[Frontend] Clean up type annotations for mistral tokenizer (#8314)

2024-09-11 00:49:11 +08:00
parent 6234385f4a
commit 8c054b7a62
6 changed files with 115 additions and 60 deletions
--- a/vllm/entrypoints/openai/serving_chat.py
+++ b/vllm/entrypoints/openai/serving_chat.py
@@ -11,7 +11,8 @@ from fastapi import Request
 from vllm.config import ModelConfig
 from vllm.engine.protocol import AsyncEngineClient
 from vllm.entrypoints.chat_utils import (ConversationMessage,
-                                         apply_chat_template,
+                                         apply_hf_chat_template,
+                                         apply_mistral_chat_template,
                                         load_chat_template,
                                         parse_chat_messages_futures)
 from vllm.entrypoints.logger import RequestLogger
@@ -35,7 +36,7 @@ from vllm.outputs import CompletionOutput, RequestOutput
 from vllm.sequence import Logprob
 from vllm.tracing import (contains_trace_headers, extract_trace_headers,
                          log_tracing_disabled_warning)
-from vllm.transformers_utils.tokenizer import AnyTokenizer
+from vllm.transformers_utils.tokenizer import AnyTokenizer, MistralTokenizer
 from vllm.utils import iterate_with_cancellation, random_uuid

 logger = init_logger(__name__)
@@ -121,15 +122,27 @@ class OpenAIServingChat(OpenAIServing):
                tool.model_dump() for tool in request.tools
            ]

-            prompt = apply_chat_template(
-                tokenizer,
-                conversation=conversation,
-                chat_template=request.chat_template or self.chat_template,
-                add_generation_prompt=request.add_generation_prompt,
-                tools=tool_dicts,
-                documents=request.documents,
-                **(request.chat_template_kwargs or {}),
-            )
+            prompt: Union[str, List[int]]
+            if isinstance(tokenizer, MistralTokenizer):
+                prompt = apply_mistral_chat_template(
+                    tokenizer,
+                    messages=request.messages,
+                    chat_template=request.chat_template or self.chat_template,
+                    add_generation_prompt=request.add_generation_prompt,
+                    tools=tool_dicts,
+                    documents=request.documents,
+                    **(request.chat_template_kwargs or {}),
+                )
+            else:
+                prompt = apply_hf_chat_template(
+                    tokenizer,
+                    conversation=conversation,
+                    chat_template=request.chat_template or self.chat_template,
+                    add_generation_prompt=request.add_generation_prompt,
+                    tools=tool_dicts,
+                    documents=request.documents,
+                    **(request.chat_template_kwargs or {}),
+                )
        except Exception as e:
            logger.error("Error in applying chat template from request: %s", e)
            return self.create_error_response(str(e))
@@ -307,11 +320,10 @@ class OpenAIServingChat(OpenAIServing):
                    # Send response to echo the input portion of the
                    # last message
                    if request.echo:
-                        last_msg_content: Optional[str] = ""
-                        if conversation and conversation[-1].get(
-                                "content") and conversation[-1].get(
-                                    "role") == role:
-                            last_msg_content = conversation[-1]["content"]
+                        last_msg_content: str = ""
+                        if conversation and "content" in conversation[
+                                -1] and conversation[-1].get("role") == role:
+                            last_msg_content = conversation[-1]["content"] or ""
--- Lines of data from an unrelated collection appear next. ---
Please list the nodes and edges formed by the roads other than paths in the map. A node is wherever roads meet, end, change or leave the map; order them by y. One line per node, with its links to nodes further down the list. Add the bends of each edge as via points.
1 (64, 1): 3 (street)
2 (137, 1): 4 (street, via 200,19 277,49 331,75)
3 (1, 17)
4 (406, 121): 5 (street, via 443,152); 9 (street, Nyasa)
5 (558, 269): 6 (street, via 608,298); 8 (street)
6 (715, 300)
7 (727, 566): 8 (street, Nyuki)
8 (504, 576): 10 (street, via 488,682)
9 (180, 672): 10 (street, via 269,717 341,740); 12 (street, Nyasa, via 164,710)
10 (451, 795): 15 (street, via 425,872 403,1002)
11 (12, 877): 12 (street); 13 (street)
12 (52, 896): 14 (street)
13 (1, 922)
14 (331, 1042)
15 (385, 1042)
                        if last_msg_content:
                            for i in range(num_choices):
@@ -659,8 +671,8 @@ class OpenAIServingChat(OpenAIServing):

        if request.echo:
            last_msg_content = ""
-            if conversation and conversation[-1].get(
-                    "content") and conversation[-1].get("role") == role:
+            if conversation and "content" in conversation[-1] and conversation[
+                    -1].get("role") == role:
                last_msg_content = conversation[-1]["content"] or ""

            for choice in choices: